## DIRECTIONS
Filter the records down to the lines that hold the word "main", and copy each of those lines.

## SUPPLIED RECORDS

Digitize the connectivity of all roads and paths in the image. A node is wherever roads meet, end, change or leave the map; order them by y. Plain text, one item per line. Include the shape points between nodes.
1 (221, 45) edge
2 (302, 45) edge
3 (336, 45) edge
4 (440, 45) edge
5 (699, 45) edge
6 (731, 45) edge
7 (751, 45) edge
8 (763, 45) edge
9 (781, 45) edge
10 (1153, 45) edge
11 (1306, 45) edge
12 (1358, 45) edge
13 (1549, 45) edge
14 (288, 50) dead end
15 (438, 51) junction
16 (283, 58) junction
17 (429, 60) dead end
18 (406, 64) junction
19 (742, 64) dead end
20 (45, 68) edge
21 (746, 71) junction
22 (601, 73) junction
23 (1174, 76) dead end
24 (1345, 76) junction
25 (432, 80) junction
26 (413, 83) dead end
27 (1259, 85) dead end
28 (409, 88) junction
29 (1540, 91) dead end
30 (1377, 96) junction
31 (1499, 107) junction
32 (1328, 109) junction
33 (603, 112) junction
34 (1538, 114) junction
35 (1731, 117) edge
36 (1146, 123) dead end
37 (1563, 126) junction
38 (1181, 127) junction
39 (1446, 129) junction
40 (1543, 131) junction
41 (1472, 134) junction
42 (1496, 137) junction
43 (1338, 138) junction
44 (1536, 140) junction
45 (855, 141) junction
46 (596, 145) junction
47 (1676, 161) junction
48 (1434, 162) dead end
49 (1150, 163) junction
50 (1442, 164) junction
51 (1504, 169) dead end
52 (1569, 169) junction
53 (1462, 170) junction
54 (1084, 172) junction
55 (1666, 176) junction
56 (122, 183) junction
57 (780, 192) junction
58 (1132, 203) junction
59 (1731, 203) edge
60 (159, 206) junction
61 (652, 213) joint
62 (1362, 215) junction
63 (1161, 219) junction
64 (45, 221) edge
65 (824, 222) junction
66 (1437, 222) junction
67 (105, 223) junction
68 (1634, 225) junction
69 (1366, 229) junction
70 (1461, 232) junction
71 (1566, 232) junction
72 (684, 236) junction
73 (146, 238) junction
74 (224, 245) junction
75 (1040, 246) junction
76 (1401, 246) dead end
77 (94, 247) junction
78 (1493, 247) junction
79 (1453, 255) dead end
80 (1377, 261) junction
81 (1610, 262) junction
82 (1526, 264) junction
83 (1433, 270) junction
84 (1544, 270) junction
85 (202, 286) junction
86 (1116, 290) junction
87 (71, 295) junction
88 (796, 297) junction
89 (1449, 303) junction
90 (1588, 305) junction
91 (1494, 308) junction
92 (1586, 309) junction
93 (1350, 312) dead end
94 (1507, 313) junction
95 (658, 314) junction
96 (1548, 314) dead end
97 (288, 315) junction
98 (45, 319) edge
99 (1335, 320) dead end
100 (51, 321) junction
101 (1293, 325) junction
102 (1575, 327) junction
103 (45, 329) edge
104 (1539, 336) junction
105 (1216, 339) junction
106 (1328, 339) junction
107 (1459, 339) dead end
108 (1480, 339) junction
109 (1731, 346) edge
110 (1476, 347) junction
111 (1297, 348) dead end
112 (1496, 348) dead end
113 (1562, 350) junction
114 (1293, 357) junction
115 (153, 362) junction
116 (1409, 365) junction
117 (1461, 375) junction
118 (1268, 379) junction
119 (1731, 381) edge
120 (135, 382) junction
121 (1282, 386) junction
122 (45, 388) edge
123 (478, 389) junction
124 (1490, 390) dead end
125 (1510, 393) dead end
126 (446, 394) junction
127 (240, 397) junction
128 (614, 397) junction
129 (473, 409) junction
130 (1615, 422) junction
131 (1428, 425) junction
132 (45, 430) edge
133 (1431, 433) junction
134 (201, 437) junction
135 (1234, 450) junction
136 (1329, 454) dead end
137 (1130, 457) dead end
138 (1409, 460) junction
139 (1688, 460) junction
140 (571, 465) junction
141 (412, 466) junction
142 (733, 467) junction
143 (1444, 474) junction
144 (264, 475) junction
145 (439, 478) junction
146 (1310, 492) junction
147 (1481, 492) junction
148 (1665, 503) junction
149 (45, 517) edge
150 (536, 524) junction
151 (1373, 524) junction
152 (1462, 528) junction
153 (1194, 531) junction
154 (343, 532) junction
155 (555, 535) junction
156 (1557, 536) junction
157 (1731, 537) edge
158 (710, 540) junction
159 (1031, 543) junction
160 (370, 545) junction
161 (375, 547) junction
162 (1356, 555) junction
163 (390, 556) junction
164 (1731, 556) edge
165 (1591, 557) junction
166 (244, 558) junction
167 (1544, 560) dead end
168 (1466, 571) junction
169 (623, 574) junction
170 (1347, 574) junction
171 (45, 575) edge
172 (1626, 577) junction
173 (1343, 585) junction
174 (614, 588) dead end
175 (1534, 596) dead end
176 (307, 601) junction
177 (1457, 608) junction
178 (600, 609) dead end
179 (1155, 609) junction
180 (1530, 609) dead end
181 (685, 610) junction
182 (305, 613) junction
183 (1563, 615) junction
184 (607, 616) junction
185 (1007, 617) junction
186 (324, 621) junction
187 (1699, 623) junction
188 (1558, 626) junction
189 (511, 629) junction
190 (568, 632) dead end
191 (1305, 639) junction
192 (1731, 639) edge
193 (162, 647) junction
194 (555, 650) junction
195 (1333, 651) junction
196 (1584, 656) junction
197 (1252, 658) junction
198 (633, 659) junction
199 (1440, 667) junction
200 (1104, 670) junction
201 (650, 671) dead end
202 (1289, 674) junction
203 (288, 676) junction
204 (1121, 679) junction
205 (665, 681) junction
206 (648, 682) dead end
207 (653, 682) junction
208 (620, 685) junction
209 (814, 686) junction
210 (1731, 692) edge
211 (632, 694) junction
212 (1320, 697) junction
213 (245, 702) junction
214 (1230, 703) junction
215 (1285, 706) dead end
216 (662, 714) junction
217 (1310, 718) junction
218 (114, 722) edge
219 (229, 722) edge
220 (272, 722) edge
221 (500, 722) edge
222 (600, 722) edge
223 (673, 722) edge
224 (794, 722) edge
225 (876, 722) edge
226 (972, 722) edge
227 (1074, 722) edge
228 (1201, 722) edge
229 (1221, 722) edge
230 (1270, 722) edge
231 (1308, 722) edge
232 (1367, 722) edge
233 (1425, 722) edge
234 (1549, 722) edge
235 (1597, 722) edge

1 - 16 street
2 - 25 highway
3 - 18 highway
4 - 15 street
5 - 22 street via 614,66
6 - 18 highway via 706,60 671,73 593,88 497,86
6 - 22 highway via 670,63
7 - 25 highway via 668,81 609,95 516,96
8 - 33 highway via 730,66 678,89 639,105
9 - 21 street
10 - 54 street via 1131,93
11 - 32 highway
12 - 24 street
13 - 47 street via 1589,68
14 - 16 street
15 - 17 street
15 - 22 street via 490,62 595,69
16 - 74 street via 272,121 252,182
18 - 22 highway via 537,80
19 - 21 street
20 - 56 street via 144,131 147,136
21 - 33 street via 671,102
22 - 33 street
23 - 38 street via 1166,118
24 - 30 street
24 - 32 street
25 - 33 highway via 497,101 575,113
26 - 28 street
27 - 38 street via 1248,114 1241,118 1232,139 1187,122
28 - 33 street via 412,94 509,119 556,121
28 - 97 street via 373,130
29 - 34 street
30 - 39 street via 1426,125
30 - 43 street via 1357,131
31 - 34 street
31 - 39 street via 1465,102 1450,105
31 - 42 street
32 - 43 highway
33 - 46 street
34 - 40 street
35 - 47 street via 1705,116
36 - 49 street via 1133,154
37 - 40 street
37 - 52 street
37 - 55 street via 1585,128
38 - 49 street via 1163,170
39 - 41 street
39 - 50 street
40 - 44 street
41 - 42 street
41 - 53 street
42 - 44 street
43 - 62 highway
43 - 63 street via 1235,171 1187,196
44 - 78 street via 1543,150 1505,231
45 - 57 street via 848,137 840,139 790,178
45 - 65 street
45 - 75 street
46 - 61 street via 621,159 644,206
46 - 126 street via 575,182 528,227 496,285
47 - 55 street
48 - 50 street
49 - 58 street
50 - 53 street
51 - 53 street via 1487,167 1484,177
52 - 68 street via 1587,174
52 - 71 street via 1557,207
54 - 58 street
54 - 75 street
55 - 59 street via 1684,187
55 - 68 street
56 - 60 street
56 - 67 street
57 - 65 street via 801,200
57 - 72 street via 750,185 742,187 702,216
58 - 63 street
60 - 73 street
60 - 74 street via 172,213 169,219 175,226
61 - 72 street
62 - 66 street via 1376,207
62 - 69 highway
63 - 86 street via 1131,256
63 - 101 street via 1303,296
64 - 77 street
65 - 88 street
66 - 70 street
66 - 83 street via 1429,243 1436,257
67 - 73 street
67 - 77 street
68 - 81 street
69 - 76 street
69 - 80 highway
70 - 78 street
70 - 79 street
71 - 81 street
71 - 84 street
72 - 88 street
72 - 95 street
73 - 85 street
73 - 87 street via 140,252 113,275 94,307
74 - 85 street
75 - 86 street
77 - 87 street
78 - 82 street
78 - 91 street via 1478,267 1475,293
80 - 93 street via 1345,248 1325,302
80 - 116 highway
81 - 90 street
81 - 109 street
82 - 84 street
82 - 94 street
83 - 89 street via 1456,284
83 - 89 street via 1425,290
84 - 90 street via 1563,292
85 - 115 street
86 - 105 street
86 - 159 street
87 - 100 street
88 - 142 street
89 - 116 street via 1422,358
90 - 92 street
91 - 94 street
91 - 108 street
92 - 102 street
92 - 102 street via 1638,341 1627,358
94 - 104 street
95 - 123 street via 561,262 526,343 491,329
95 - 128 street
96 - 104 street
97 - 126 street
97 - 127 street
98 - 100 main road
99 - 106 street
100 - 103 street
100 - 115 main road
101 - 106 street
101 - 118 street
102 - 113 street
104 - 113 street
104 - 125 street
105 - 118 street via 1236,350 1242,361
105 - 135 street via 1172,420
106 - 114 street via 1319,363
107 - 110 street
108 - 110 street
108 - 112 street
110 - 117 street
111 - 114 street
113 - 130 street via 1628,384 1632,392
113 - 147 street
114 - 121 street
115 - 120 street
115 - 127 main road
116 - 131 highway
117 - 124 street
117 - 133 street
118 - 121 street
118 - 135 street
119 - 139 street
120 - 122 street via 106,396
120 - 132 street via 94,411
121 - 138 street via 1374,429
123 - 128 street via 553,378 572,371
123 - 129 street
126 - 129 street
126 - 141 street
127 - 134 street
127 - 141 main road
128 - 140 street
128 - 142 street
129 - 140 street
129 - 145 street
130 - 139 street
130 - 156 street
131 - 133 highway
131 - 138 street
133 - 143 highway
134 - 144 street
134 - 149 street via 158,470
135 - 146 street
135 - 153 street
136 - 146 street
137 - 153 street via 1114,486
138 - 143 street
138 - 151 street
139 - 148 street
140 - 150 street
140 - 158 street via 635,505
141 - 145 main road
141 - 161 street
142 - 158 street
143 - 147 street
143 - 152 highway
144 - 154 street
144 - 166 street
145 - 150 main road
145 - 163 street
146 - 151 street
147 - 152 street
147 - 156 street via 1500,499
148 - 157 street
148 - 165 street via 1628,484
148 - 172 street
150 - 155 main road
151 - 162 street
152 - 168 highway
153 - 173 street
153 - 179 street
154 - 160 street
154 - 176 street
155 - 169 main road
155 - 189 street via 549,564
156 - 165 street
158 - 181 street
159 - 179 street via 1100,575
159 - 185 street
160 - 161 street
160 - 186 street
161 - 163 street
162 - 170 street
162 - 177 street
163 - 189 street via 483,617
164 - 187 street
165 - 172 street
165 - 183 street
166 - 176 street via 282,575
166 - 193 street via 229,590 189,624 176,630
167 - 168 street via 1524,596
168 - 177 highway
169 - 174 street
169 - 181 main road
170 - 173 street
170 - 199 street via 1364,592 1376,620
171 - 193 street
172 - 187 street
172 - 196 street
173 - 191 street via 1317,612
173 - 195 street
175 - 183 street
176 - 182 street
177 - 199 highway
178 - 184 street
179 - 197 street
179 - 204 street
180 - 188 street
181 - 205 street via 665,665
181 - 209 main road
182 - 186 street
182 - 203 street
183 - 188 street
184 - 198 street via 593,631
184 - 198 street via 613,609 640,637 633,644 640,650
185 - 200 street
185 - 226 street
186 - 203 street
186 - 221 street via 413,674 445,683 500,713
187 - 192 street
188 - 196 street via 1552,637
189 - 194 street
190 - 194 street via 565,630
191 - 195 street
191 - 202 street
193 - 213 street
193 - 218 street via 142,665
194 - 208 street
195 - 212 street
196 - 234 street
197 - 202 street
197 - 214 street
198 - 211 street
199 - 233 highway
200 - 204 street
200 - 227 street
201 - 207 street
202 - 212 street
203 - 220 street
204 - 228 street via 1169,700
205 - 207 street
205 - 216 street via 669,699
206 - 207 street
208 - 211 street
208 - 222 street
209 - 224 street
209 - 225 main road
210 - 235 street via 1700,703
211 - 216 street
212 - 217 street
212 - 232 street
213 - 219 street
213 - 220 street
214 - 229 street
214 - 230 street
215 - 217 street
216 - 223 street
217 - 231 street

## YOUR RESPONSE
98 - 100 main road
100 - 115 main road
115 - 127 main road
127 - 141 main road
141 - 145 main road
145 - 150 main road
150 - 155 main road
155 - 169 main road
169 - 181 main road
181 - 209 main road
209 - 225 main road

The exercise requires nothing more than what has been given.